Set down the records again, keeping each line exactly as it is.
[Opening DATA SECTION section]
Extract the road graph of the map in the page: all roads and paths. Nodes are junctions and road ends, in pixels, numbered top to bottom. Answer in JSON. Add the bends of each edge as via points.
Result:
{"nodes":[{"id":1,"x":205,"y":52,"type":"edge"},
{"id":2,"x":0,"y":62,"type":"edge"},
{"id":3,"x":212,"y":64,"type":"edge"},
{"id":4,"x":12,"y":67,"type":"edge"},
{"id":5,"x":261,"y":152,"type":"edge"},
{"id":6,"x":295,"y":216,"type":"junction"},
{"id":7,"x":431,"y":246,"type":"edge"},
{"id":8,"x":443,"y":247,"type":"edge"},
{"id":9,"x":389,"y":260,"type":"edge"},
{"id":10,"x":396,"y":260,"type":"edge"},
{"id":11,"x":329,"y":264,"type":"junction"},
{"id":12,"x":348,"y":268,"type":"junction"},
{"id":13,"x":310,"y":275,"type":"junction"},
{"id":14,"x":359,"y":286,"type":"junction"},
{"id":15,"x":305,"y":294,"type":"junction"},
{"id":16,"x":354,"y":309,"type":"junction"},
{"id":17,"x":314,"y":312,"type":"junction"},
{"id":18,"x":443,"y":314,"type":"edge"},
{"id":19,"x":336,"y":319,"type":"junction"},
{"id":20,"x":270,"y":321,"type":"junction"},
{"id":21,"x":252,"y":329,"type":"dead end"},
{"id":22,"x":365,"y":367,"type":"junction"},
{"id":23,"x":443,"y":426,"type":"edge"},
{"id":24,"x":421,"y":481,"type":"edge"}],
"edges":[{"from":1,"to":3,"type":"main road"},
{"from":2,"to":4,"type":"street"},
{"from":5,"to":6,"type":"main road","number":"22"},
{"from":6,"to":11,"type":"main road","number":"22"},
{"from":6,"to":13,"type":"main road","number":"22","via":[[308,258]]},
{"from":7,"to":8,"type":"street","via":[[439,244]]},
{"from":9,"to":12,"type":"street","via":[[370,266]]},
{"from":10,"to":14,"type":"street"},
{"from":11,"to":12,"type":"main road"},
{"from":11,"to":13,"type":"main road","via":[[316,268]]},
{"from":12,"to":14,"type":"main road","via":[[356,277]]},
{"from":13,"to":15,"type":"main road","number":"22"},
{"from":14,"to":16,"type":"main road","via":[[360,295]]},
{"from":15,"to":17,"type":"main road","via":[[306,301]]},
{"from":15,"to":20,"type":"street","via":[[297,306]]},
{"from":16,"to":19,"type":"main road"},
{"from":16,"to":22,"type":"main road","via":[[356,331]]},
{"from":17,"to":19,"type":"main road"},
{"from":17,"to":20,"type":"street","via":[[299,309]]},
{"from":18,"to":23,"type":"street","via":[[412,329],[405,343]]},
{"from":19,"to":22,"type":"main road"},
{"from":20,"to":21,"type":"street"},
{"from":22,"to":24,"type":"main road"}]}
[Closing DATA SECTION section]
> [TASK RESULT]:
Extract the road graph of the map in the page: all roads and paths. Nodes are junctions and road ends, in pixels, numbered top to bottom. Answer in JSON. Add the bends of each edge as via points.
Result:
{"nodes":[{"id":1,"x":205,"y":52,"type":"edge"},
{"id":2,"x":0,"y":62,"type":"edge"},
{"id":3,"x":212,"y":64,"type":"edge"},
{"id":4,"x":12,"y":67,"type":"edge"},
{"id":5,"x":261,"y":152,"type":"edge"},
{"id":6,"x":295,"y":216,"type":"junction"},
{"id":7,"x":431,"y":246,"type":"edge"},
{"id":8,"x":443,"y":247,"type":"edge"},
{"id":9,"x":389,"y":260,"type":"edge"},
{"id":10,"x":396,"y":260,"type":"edge"},
{"id":11,"x":329,"y":264,"type":"junction"},
{"id":12,"x":348,"y":268,"type":"junction"},
{"id":13,"x":310,"y":275,"type":"junction"},
{"id":14,"x":359,"y":286,"type":"junction"},
{"id":15,"x":305,"y":294,"type":"junction"},
{"id":16,"x":354,"y":309,"type":"junction"},
{"id":17,"x":314,"y":312,"type":"junction"},
{"id":18,"x":443,"y":314,"type":"edge"},
{"id":19,"x":336,"y":319,"type":"junction"},
{"id":20,"x":270,"y":321,"type":"junction"},
{"id":21,"x":252,"y":329,"type":"dead end"},
{"id":22,"x":365,"y":367,"type":"junction"},
{"id":23,"x":443,"y":426,"type":"edge"},
{"id":24,"x":421,"y":481,"type":"edge"}],
"edges":[{"from":1,"to":3,"type":"main road"},
{"from":2,"to":4,"type":"street"},
{"from":5,"to":6,"type":"main road","number":"22"},
{"from":6,"to":11,"type":"main road","number":"22"},
{"from":6,"to":13,"type":"main road","number":"22","via":[[308,258]]},
{"from":7,"to":8,"type":"street","via":[[439,244]]},
{"from":9,"to":12,"type":"street","via":[[370,266]]},
{"from":10,"to":14,"type":"street"},
{"from":11,"to":12,"type":"main road"},
{"from":11,"to":13,"type":"main road","via":[[316,268]]},
{"from":12,"to":14,"type":"main road","via":[[356,277]]},
{"from":13,"to":15,"type":"main road","number":"22"},
{"from":14,"to":16,"type":"main road","via":[[360,295]]},
{"from":15,"to":17,"type":"main road","via":[[306,301]]},
{"from":15,"to":20,"type":"street","via":[[297,306]]},
{"from":16,"to":19,"type":"main road"},
{"from":16,"to":22,"type":"main road","via":[[356,331]]},
{"from":17,"to":19,"type":"main road"},
{"from":17,"to":20,"type":"street","via":[[299,309]]},
{"from":18,"to":23,"type":"street","via":[[412,329],[405,343]]},
{"from":19,"to":22,"type":"main road"},
{"from":20,"to":21,"type":"street"},
{"from":22,"to":24,"type":"main road"}]}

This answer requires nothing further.